TASK TO CARRY OUT>
Each record, word for word and stripped of pictures, is what the answer should contain.

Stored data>
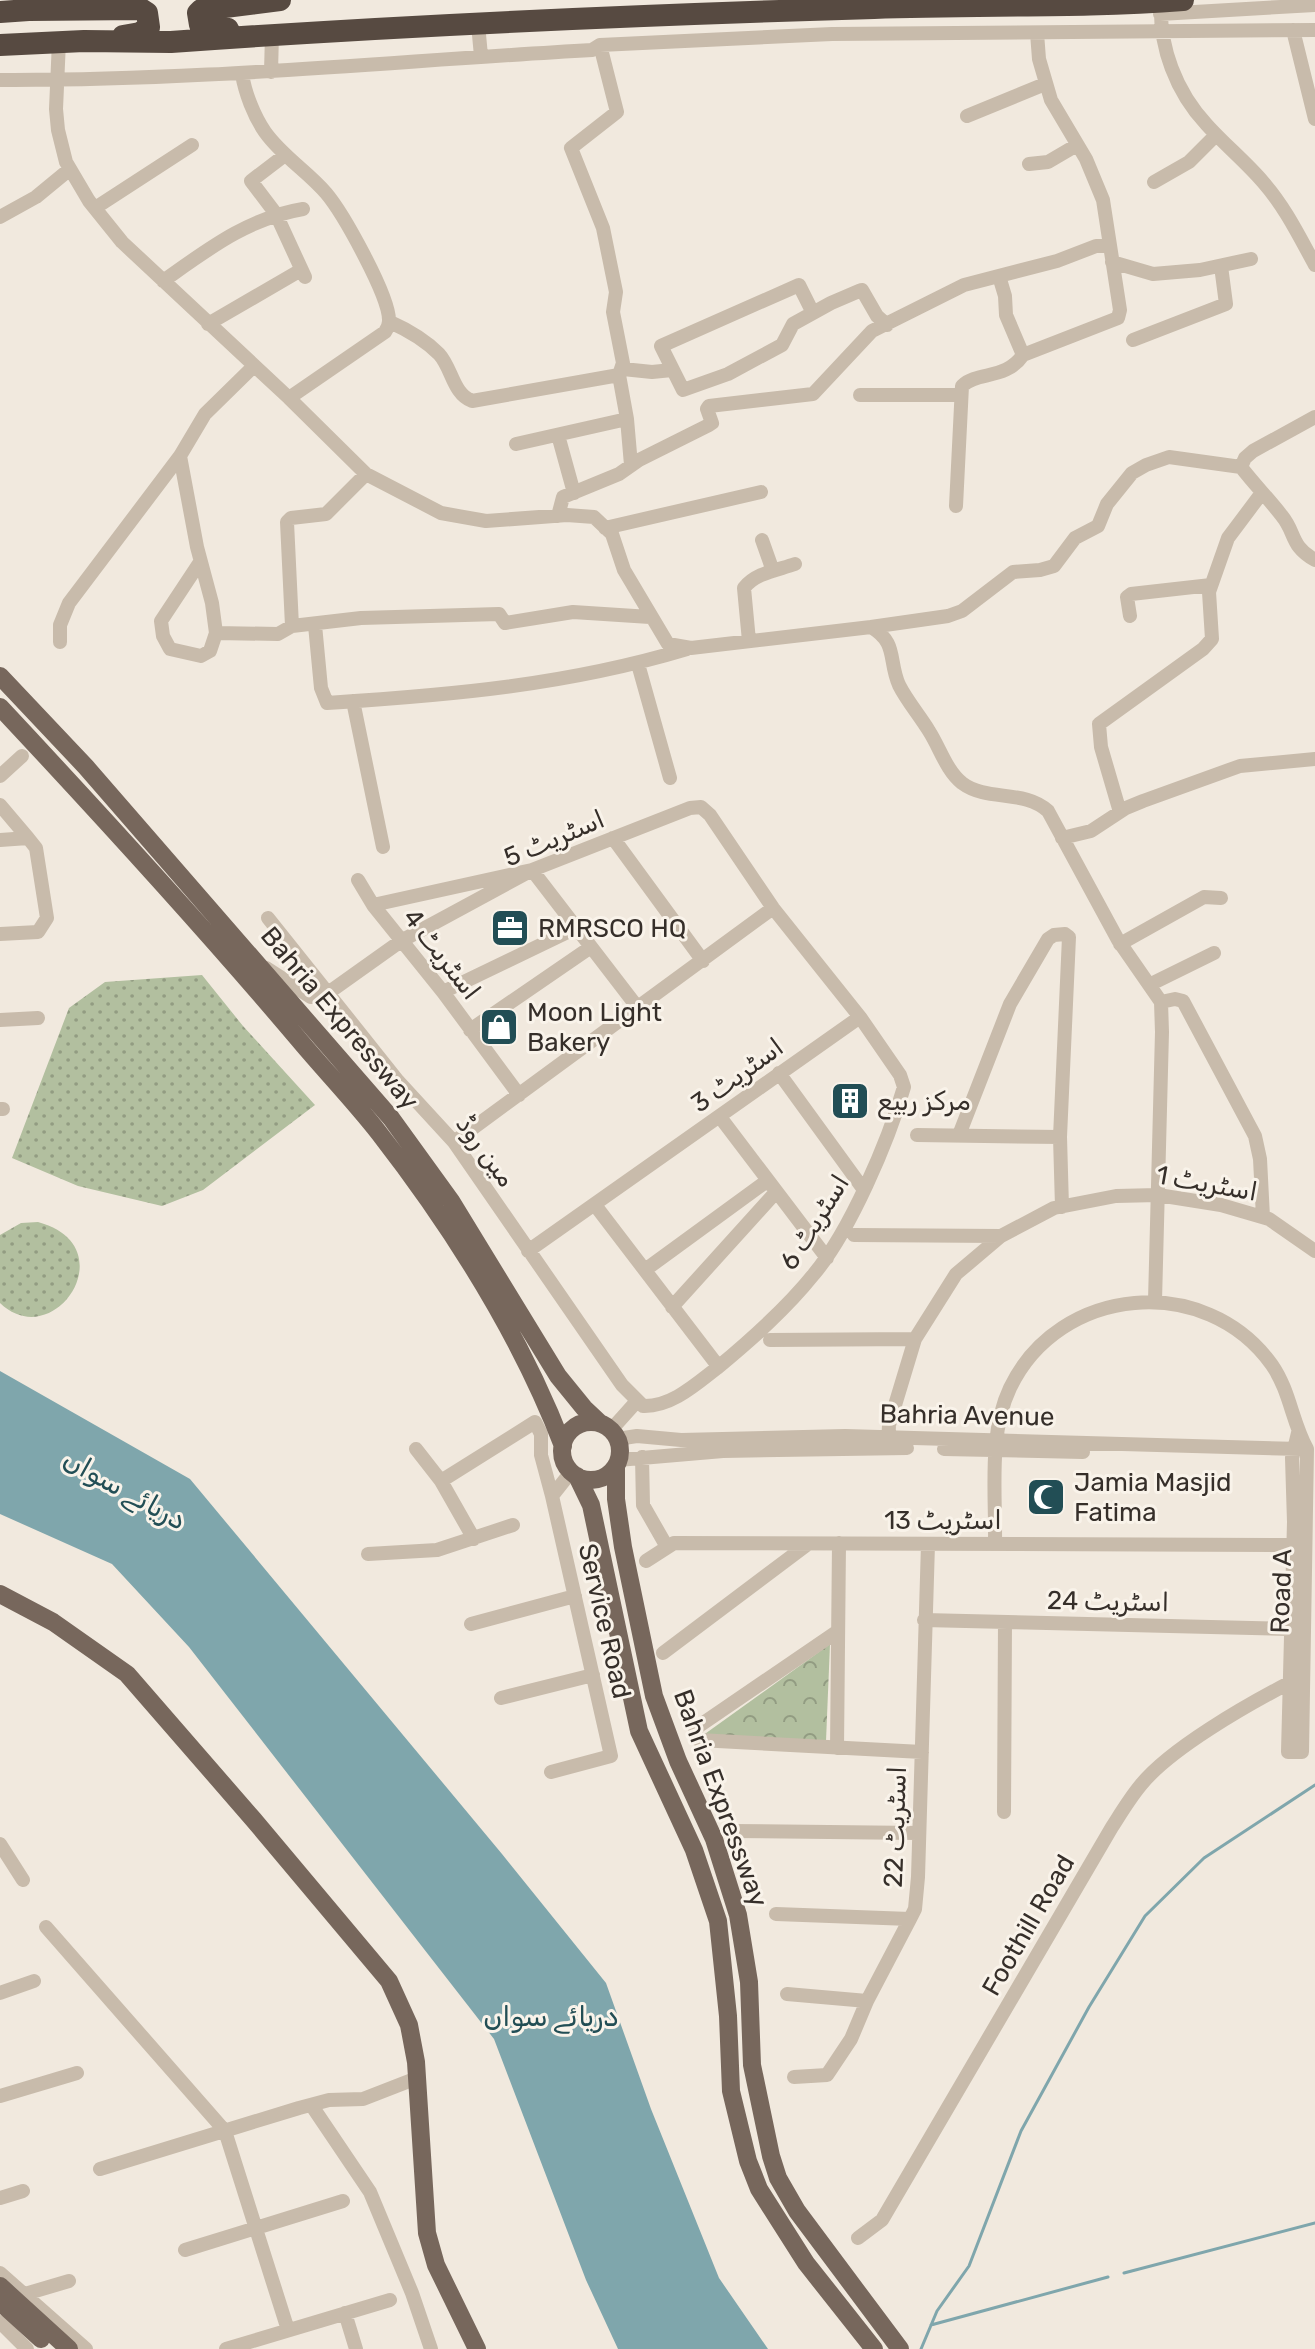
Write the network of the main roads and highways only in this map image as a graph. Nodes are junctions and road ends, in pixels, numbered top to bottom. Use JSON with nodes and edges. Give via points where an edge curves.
{"nodes":[{"id":1,"x":124,"y":0,"type":"edge"},
{"id":2,"x":280,"y":0,"type":"edge"},
{"id":3,"x":922,"y":0,"type":"edge"},
{"id":4,"x":26,"y":5,"type":"edge"},
{"id":5,"x":1168,"y":5,"type":"edge"},
{"id":6,"x":883,"y":7,"type":"junction"},
{"id":7,"x":0,"y":12,"type":"edge"},
{"id":8,"x":270,"y":34,"type":"junction"},
{"id":9,"x":84,"y":41,"type":"junction"},
{"id":10,"x":0,"y":45,"type":"edge"},
{"id":11,"x":0,"y":676,"type":"edge"},
{"id":12,"x":0,"y":707,"type":"edge"},
{"id":13,"x":610,"y":1431,"type":"junction"},
{"id":14,"x":563,"y":1446,"type":"junction"},
{"id":15,"x":617,"y":1463,"type":"junction"},
{"id":16,"x":574,"y":1474,"type":"junction"},
{"id":17,"x":0,"y":1594,"type":"edge"},
{"id":18,"x":0,"y":2286,"type":"edge"},
{"id":19,"x":0,"y":2302,"type":"edge"},
{"id":20,"x":52,"y":2349,"type":"edge"},
{"id":21,"x":69,"y":2349,"type":"edge"},
{"id":22,"x":477,"y":2349,"type":"edge"},
{"id":23,"x":874,"y":2349,"type":"edge"},
{"id":24,"x":900,"y":2349,"type":"edge"}],
"edges":[{"from":1,"to":4,"type":"highway"},
{"from":2,"to":8,"type":"highway","via":[[198,13],[200,25]]},
{"from":3,"to":6,"type":"highway"},
{"from":4,"to":7,"type":"highway"},
{"from":4,"to":9,"type":"highway","via":[[141,9],[150,17],[149,27],[140,33]]},
{"from":5,"to":6,"type":"highway"},
{"from":6,"to":8,"type":"highway"},
{"from":8,"to":9,"type":"highway","via":[[171,42]]},
{"from":9,"to":10,"type":"highway"},
{"from":11,"to":13,"type":"main road","name":"Bahria Expressway","via":[[86,767],[391,1118],[424,1161],[558,1376]]},
{"from":12,"to":14,"type":"main road","name":"Bahria Expressway","via":[[232,960],[409,1172],[489,1297]]},
{"from":13,"to":14,"type":"main road","via":[[581,1424]]},
{"from":13,"to":15,"type":"main road","via":[[620,1450]]},
{"from":14,"to":16,"type":"main road","via":[[564,1460]]},
{"from":15,"to":16,"type":"main road","via":[[599,1479]]},
{"from":15,"to":24,"type":"main road","name":"Bahria Expressway","via":[[623,1547],[654,1696],[714,1839],[738,1915],[749,1982],[752,2065],[778,2178]]},
{"from":16,"to":23,"type":"main road","name":"Bahria Expressway","via":[[591,1505],[639,1731],[694,1850],[718,1921],[731,2091],[748,2161],[791,2241]]},
{"from":17,"to":22,"type":"main road","via":[[53,1622],[127,1674],[389,1981],[409,2025],[417,2078],[427,2233],[436,2265]]},
{"from":18,"to":21,"type":"main road"},
{"from":19,"to":20,"type":"main road"}]}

TASK ANSWER>
Write the network of the main roads and highways only in this map image as a graph. Nodes are junctions and road ends, in pixels, numbered top to bottom. Use JSON with nodes and edges. Give via points where an edge curves.
{"nodes":[{"id":1,"x":124,"y":0,"type":"edge"},
{"id":2,"x":280,"y":0,"type":"edge"},
{"id":3,"x":922,"y":0,"type":"edge"},
{"id":4,"x":26,"y":5,"type":"edge"},
{"id":5,"x":1168,"y":5,"type":"edge"},
{"id":6,"x":883,"y":7,"type":"junction"},
{"id":7,"x":0,"y":12,"type":"edge"},
{"id":8,"x":270,"y":34,"type":"junction"},
{"id":9,"x":84,"y":41,"type":"junction"},
{"id":10,"x":0,"y":45,"type":"edge"},
{"id":11,"x":0,"y":676,"type":"edge"},
{"id":12,"x":0,"y":707,"type":"edge"},
{"id":13,"x":610,"y":1431,"type":"junction"},
{"id":14,"x":563,"y":1446,"type":"junction"},
{"id":15,"x":617,"y":1463,"type":"junction"},
{"id":16,"x":574,"y":1474,"type":"junction"},
{"id":17,"x":0,"y":1594,"type":"edge"},
{"id":18,"x":0,"y":2286,"type":"edge"},
{"id":19,"x":0,"y":2302,"type":"edge"},
{"id":20,"x":52,"y":2349,"type":"edge"},
{"id":21,"x":69,"y":2349,"type":"edge"},
{"id":22,"x":477,"y":2349,"type":"edge"},
{"id":23,"x":874,"y":2349,"type":"edge"},
{"id":24,"x":900,"y":2349,"type":"edge"}],
"edges":[{"from":1,"to":4,"type":"highway"},
{"from":2,"to":8,"type":"highway","via":[[198,13],[200,25]]},
{"from":3,"to":6,"type":"highway"},
{"from":4,"to":7,"type":"highway"},
{"from":4,"to":9,"type":"highway","via":[[141,9],[150,17],[149,27],[140,33]]},
{"from":5,"to":6,"type":"highway"},
{"from":6,"to":8,"type":"highway"},
{"from":8,"to":9,"type":"highway","via":[[171,42]]},
{"from":9,"to":10,"type":"highway"},
{"from":11,"to":13,"type":"main road","name":"Bahria Expressway","via":[[86,767],[391,1118],[424,1161],[558,1376]]},
{"from":12,"to":14,"type":"main road","name":"Bahria Expressway","via":[[232,960],[409,1172],[489,1297]]},
{"from":13,"to":14,"type":"main road","via":[[581,1424]]},
{"from":13,"to":15,"type":"main road","via":[[620,1450]]},
{"from":14,"to":16,"type":"main road","via":[[564,1460]]},
{"from":15,"to":16,"type":"main road","via":[[599,1479]]},
{"from":15,"to":24,"type":"main road","name":"Bahria Expressway","via":[[623,1547],[654,1696],[714,1839],[738,1915],[749,1982],[752,2065],[778,2178]]},
{"from":16,"to":23,"type":"main road","name":"Bahria Expressway","via":[[591,1505],[639,1731],[694,1850],[718,1921],[731,2091],[748,2161],[791,2241]]},
{"from":17,"to":22,"type":"main road","via":[[53,1622],[127,1674],[389,1981],[409,2025],[417,2078],[427,2233],[436,2265]]},
{"from":18,"to":21,"type":"main road"},
{"from":19,"to":20,"type":"main road"}]}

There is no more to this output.